Repeat all entries word for word; skip images.

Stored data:
Start of Block
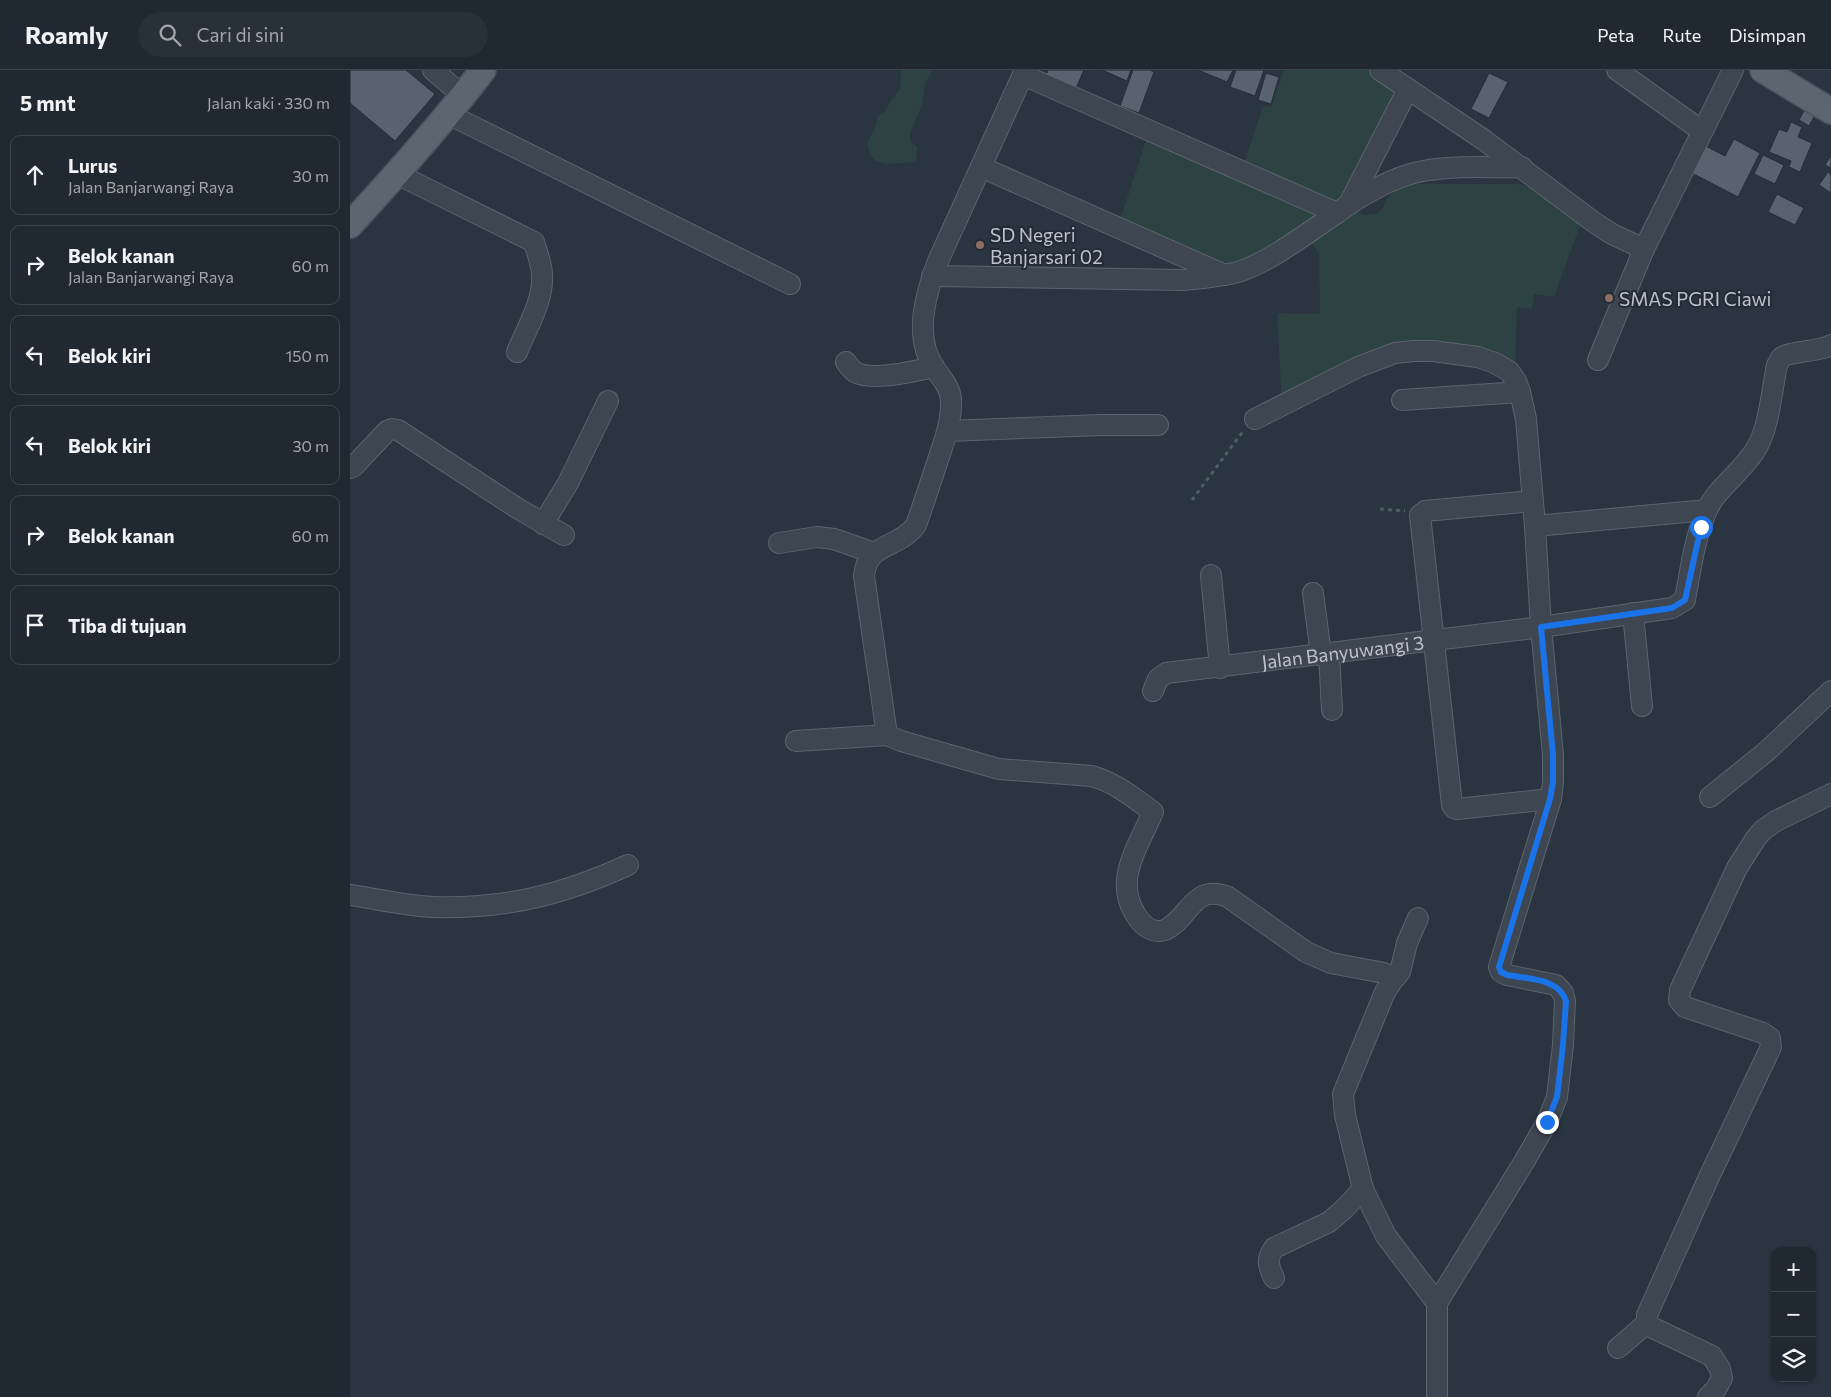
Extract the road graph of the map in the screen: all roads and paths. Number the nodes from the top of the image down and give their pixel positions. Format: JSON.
{"nodes":[{"id":1,"x":433,"y":70,"type":"edge"},
{"id":2,"x":483,"y":70,"type":"edge"},
{"id":3,"x":1380,"y":70,"type":"edge"},
{"id":4,"x":1617,"y":70,"type":"edge"},
{"id":5,"x":1733,"y":70,"type":"edge"},
{"id":6,"x":1763,"y":70,"type":"edge"},
{"id":7,"x":1024,"y":72,"type":"edge"},
{"id":8,"x":1408,"y":89,"type":"junction"},
{"id":9,"x":455,"y":105,"type":"junction"},
{"id":10,"x":1831,"y":111,"type":"edge"},
{"id":11,"x":1702,"y":131,"type":"junction"},
{"id":12,"x":981,"y":167,"type":"junction"},
{"id":13,"x":1522,"y":167,"type":"junction"},
{"id":14,"x":397,"y":174,"type":"junction"},
{"id":15,"x":1343,"y":209,"type":"junction"},
{"id":16,"x":350,"y":225,"type":"edge"},
{"id":17,"x":1644,"y":249,"type":"junction"},
{"id":18,"x":1225,"y":275,"type":"junction"},
{"id":19,"x":932,"y":276,"type":"junction"},
{"id":20,"x":790,"y":284,"type":"dead end"},
{"id":21,"x":1831,"y":345,"type":"edge"},
{"id":22,"x":517,"y":352,"type":"dead end"},
{"id":23,"x":1598,"y":360,"type":"dead end"},
{"id":24,"x":846,"y":362,"type":"dead end"},
{"id":25,"x":934,"y":367,"type":"junction"},
{"id":26,"x":1520,"y":392,"type":"junction"},
{"id":27,"x":1402,"y":400,"type":"dead end"},
{"id":28,"x":608,"y":401,"type":"dead end"},
{"id":29,"x":1255,"y":419,"type":"joint"},
{"id":30,"x":1158,"y":424,"type":"dead end"},
{"id":31,"x":948,"y":431,"type":"junction"},
{"id":32,"x":350,"y":468,"type":"edge"},
{"id":33,"x":1192,"y":500,"type":"dead end"},
{"id":34,"x":1533,"y":501,"type":"junction"},
{"id":35,"x":1380,"y":509,"type":"dead end"},
{"id":36,"x":1707,"y":510,"type":"junction"},
{"id":37,"x":1422,"y":512,"type":"junction"},
{"id":38,"x":543,"y":524,"type":"junction"},
{"id":39,"x":1535,"y":526,"type":"junction"},
{"id":40,"x":564,"y":535,"type":"dead end"},
{"id":41,"x":779,"y":543,"type":"dead end"},
{"id":42,"x":874,"y":553,"type":"junction"},
{"id":43,"x":1211,"y":575,"type":"dead end"},
{"id":44,"x":1313,"y":593,"type":"dead end"},
{"id":45,"x":1633,"y":613,"type":"junction"},
{"id":46,"x":1541,"y":627,"type":"junction"},
{"id":47,"x":1434,"y":641,"type":"junction"},
{"id":48,"x":1325,"y":654,"type":"junction"},
{"id":49,"x":1220,"y":668,"type":"junction"},
{"id":50,"x":1153,"y":691,"type":"dead end"},
{"id":51,"x":1831,"y":691,"type":"edge"},
{"id":52,"x":1642,"y":706,"type":"dead end"},
{"id":53,"x":1332,"y":710,"type":"dead end"},
{"id":54,"x":887,"y":736,"type":"junction"},
{"id":55,"x":796,"y":741,"type":"dead end"},
{"id":56,"x":1831,"y":794,"type":"edge"},
{"id":57,"x":1710,"y":797,"type":"dead end"},
{"id":58,"x":1550,"y":799,"type":"junction"},
{"id":59,"x":628,"y":865,"type":"dead end"},
{"id":60,"x":350,"y":895,"type":"edge"},
{"id":61,"x":1418,"y":918,"type":"dead end"},
{"id":62,"x":1393,"y":980,"type":"junction"},
{"id":63,"x":1362,"y":1189,"type":"junction"},
{"id":64,"x":1274,"y":1278,"type":"dead end"},
{"id":65,"x":1437,"y":1303,"type":"junction"},
{"id":66,"x":1647,"y":1323,"type":"junction"},
{"id":67,"x":1618,"y":1348,"type":"dead end"},
{"id":68,"x":1438,"y":1396,"type":"edge"},
{"id":69,"x":1708,"y":1397,"type":"edge"}],
"edges":[{"from":1,"to":9,"type":"street"},
{"from":2,"to":9,"type":"main road"},
{"from":3,"to":8,"type":"street"},
{"from":4,"to":11,"type":"street"},
{"from":5,"to":11,"type":"street"},
{"from":6,"to":10,"type":"main road"},
{"from":7,"to":12,"type":"street"},
{"from":7,"to":15,"type":"street"},
{"from":8,"to":13,"type":"street"},
{"from":8,"to":15,"type":"street"},
{"from":9,"to":14,"type":"main road"},
{"from":9,"to":20,"type":"street"},
{"from":11,"to":17,"type":"street"},
{"from":12,"to":18,"type":"street"},
{"from":12,"to":19,"type":"street"},
{"from":13,"to":15,"type":"street"},
{"from":13,"to":17,"type":"street"},
{"from":14,"to":16,"type":"main road"},
{"from":14,"to":22,"type":"street"},
{"from":15,"to":18,"type":"street"},
{"from":17,"to":23,"type":"street"},
{"from":18,"to":19,"type":"street"},
{"from":19,"to":25,"type":"street"},
{"from":21,"to":36,"type":"street","name":"Jalan Banyuwangi 3"},
{"from":24,"to":25,"type":"street"},
{"from":25,"to":31,"type":"street"},
{"from":26,"to":27,"type":"street"},
{"from":26,"to":29,"type":"street"},
{"from":26,"to":34,"type":"street"},
{"from":28,"to":38,"type":"street"},
{"from":29,"to":33,"type":"path"},
{"from":30,"to":31,"type":"street"},
{"from":31,"to":42,"type":"street"},
{"from":32,"to":38,"type":"street"},
{"from":34,"to":37,"type":"street"},
{"from":34,"to":39,"type":"street"},
{"from":35,"to":37,"type":"path"},
{"from":36,"to":39,"type":"street"},
{"from":36,"to":45,"type":"street","name":"Jalan Banyuwangi 3"},
{"from":37,"to":47,"type":"street"},
{"from":38,"to":40,"type":"street"},
{"from":39,"to":46,"type":"street"},
{"from":41,"to":42,"type":"street"},
{"from":42,"to":54,"type":"street"},
{"from":43,"to":49,"type":"street"},
{"from":44,"to":48,"type":"street"},
{"from":45,"to":46,"type":"street","name":"Jalan Banyuwangi 3"},
{"from":45,"to":52,"type":"street"},
{"from":46,"to":47,"type":"street","name":"Jalan Banyuwangi 3"},
{"from":46,"to":58,"type":"street"},
{"from":47,"to":48,"type":"street","name":"Jalan Banyuwangi 3"},
{"from":47,"to":58,"type":"street"},
{"from":48,"to":49,"type":"street","name":"Jalan Banyuwangi 3"},
{"from":48,"to":53,"type":"street"},
{"from":49,"to":50,"type":"street","name":"Jalan Banyuwangi 3"},
{"from":51,"to":57,"type":"street"},
{"from":54,"to":55,"type":"street"},
{"from":54,"to":62,"type":"street"},
{"from":56,"to":66,"type":"street"},
{"from":58,"to":65,"type":"street"},
{"from":59,"to":60,"type":"street"},
{"from":61,"to":62,"type":"street"},
{"from":62,"to":63,"type":"street"},
{"from":63,"to":64,"type":"street"},
{"from":63,"to":65,"type":"street"},
{"from":65,"to":68,"type":"street"},
{"from":66,"to":67,"type":"street"},
{"from":66,"to":69,"type":"street"}]}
End of Block
Answer box:
Extract the road graph of the map in the screen: all roads and paths. Number the nodes from the top of the image down and give their pixel positions. Format: JSON.
{"nodes":[{"id":1,"x":433,"y":70,"type":"edge"},
{"id":2,"x":483,"y":70,"type":"edge"},
{"id":3,"x":1380,"y":70,"type":"edge"},
{"id":4,"x":1617,"y":70,"type":"edge"},
{"id":5,"x":1733,"y":70,"type":"edge"},
{"id":6,"x":1763,"y":70,"type":"edge"},
{"id":7,"x":1024,"y":72,"type":"edge"},
{"id":8,"x":1408,"y":89,"type":"junction"},
{"id":9,"x":455,"y":105,"type":"junction"},
{"id":10,"x":1831,"y":111,"type":"edge"},
{"id":11,"x":1702,"y":131,"type":"junction"},
{"id":12,"x":981,"y":167,"type":"junction"},
{"id":13,"x":1522,"y":167,"type":"junction"},
{"id":14,"x":397,"y":174,"type":"junction"},
{"id":15,"x":1343,"y":209,"type":"junction"},
{"id":16,"x":350,"y":225,"type":"edge"},
{"id":17,"x":1644,"y":249,"type":"junction"},
{"id":18,"x":1225,"y":275,"type":"junction"},
{"id":19,"x":932,"y":276,"type":"junction"},
{"id":20,"x":790,"y":284,"type":"dead end"},
{"id":21,"x":1831,"y":345,"type":"edge"},
{"id":22,"x":517,"y":352,"type":"dead end"},
{"id":23,"x":1598,"y":360,"type":"dead end"},
{"id":24,"x":846,"y":362,"type":"dead end"},
{"id":25,"x":934,"y":367,"type":"junction"},
{"id":26,"x":1520,"y":392,"type":"junction"},
{"id":27,"x":1402,"y":400,"type":"dead end"},
{"id":28,"x":608,"y":401,"type":"dead end"},
{"id":29,"x":1255,"y":419,"type":"joint"},
{"id":30,"x":1158,"y":424,"type":"dead end"},
{"id":31,"x":948,"y":431,"type":"junction"},
{"id":32,"x":350,"y":468,"type":"edge"},
{"id":33,"x":1192,"y":500,"type":"dead end"},
{"id":34,"x":1533,"y":501,"type":"junction"},
{"id":35,"x":1380,"y":509,"type":"dead end"},
{"id":36,"x":1707,"y":510,"type":"junction"},
{"id":37,"x":1422,"y":512,"type":"junction"},
{"id":38,"x":543,"y":524,"type":"junction"},
{"id":39,"x":1535,"y":526,"type":"junction"},
{"id":40,"x":564,"y":535,"type":"dead end"},
{"id":41,"x":779,"y":543,"type":"dead end"},
{"id":42,"x":874,"y":553,"type":"junction"},
{"id":43,"x":1211,"y":575,"type":"dead end"},
{"id":44,"x":1313,"y":593,"type":"dead end"},
{"id":45,"x":1633,"y":613,"type":"junction"},
{"id":46,"x":1541,"y":627,"type":"junction"},
{"id":47,"x":1434,"y":641,"type":"junction"},
{"id":48,"x":1325,"y":654,"type":"junction"},
{"id":49,"x":1220,"y":668,"type":"junction"},
{"id":50,"x":1153,"y":691,"type":"dead end"},
{"id":51,"x":1831,"y":691,"type":"edge"},
{"id":52,"x":1642,"y":706,"type":"dead end"},
{"id":53,"x":1332,"y":710,"type":"dead end"},
{"id":54,"x":887,"y":736,"type":"junction"},
{"id":55,"x":796,"y":741,"type":"dead end"},
{"id":56,"x":1831,"y":794,"type":"edge"},
{"id":57,"x":1710,"y":797,"type":"dead end"},
{"id":58,"x":1550,"y":799,"type":"junction"},
{"id":59,"x":628,"y":865,"type":"dead end"},
{"id":60,"x":350,"y":895,"type":"edge"},
{"id":61,"x":1418,"y":918,"type":"dead end"},
{"id":62,"x":1393,"y":980,"type":"junction"},
{"id":63,"x":1362,"y":1189,"type":"junction"},
{"id":64,"x":1274,"y":1278,"type":"dead end"},
{"id":65,"x":1437,"y":1303,"type":"junction"},
{"id":66,"x":1647,"y":1323,"type":"junction"},
{"id":67,"x":1618,"y":1348,"type":"dead end"},
{"id":68,"x":1438,"y":1396,"type":"edge"},
{"id":69,"x":1708,"y":1397,"type":"edge"}],
"edges":[{"from":1,"to":9,"type":"street"},
{"from":2,"to":9,"type":"main road"},
{"from":3,"to":8,"type":"street"},
{"from":4,"to":11,"type":"street"},
{"from":5,"to":11,"type":"street"},
{"from":6,"to":10,"type":"main road"},
{"from":7,"to":12,"type":"street"},
{"from":7,"to":15,"type":"street"},
{"from":8,"to":13,"type":"street"},
{"from":8,"to":15,"type":"street"},
{"from":9,"to":14,"type":"main road"},
{"from":9,"to":20,"type":"street"},
{"from":11,"to":17,"type":"street"},
{"from":12,"to":18,"type":"street"},
{"from":12,"to":19,"type":"street"},
{"from":13,"to":15,"type":"street"},
{"from":13,"to":17,"type":"street"},
{"from":14,"to":16,"type":"main road"},
{"from":14,"to":22,"type":"street"},
{"from":15,"to":18,"type":"street"},
{"from":17,"to":23,"type":"street"},
{"from":18,"to":19,"type":"street"},
{"from":19,"to":25,"type":"street"},
{"from":21,"to":36,"type":"street","name":"Jalan Banyuwangi 3"},
{"from":24,"to":25,"type":"street"},
{"from":25,"to":31,"type":"street"},
{"from":26,"to":27,"type":"street"},
{"from":26,"to":29,"type":"street"},
{"from":26,"to":34,"type":"street"},
{"from":28,"to":38,"type":"street"},
{"from":29,"to":33,"type":"path"},
{"from":30,"to":31,"type":"street"},
{"from":31,"to":42,"type":"street"},
{"from":32,"to":38,"type":"street"},
{"from":34,"to":37,"type":"street"},
{"from":34,"to":39,"type":"street"},
{"from":35,"to":37,"type":"path"},
{"from":36,"to":39,"type":"street"},
{"from":36,"to":45,"type":"street","name":"Jalan Banyuwangi 3"},
{"from":37,"to":47,"type":"street"},
{"from":38,"to":40,"type":"street"},
{"from":39,"to":46,"type":"street"},
{"from":41,"to":42,"type":"street"},
{"from":42,"to":54,"type":"street"},
{"from":43,"to":49,"type":"street"},
{"from":44,"to":48,"type":"street"},
{"from":45,"to":46,"type":"street","name":"Jalan Banyuwangi 3"},
{"from":45,"to":52,"type":"street"},
{"from":46,"to":47,"type":"street","name":"Jalan Banyuwangi 3"},
{"from":46,"to":58,"type":"street"},
{"from":47,"to":48,"type":"street","name":"Jalan Banyuwangi 3"},
{"from":47,"to":58,"type":"street"},
{"from":48,"to":49,"type":"street","name":"Jalan Banyuwangi 3"},
{"from":48,"to":53,"type":"street"},
{"from":49,"to":50,"type":"street","name":"Jalan Banyuwangi 3"},
{"from":51,"to":57,"type":"street"},
{"from":54,"to":55,"type":"street"},
{"from":54,"to":62,"type":"street"},
{"from":56,"to":66,"type":"street"},
{"from":58,"to":65,"type":"street"},
{"from":59,"to":60,"type":"street"},
{"from":61,"to":62,"type":"street"},
{"from":62,"to":63,"type":"street"},
{"from":63,"to":64,"type":"street"},
{"from":63,"to":65,"type":"street"},
{"from":65,"to":68,"type":"street"},
{"from":66,"to":67,"type":"street"},
{"from":66,"to":69,"type":"street"}]}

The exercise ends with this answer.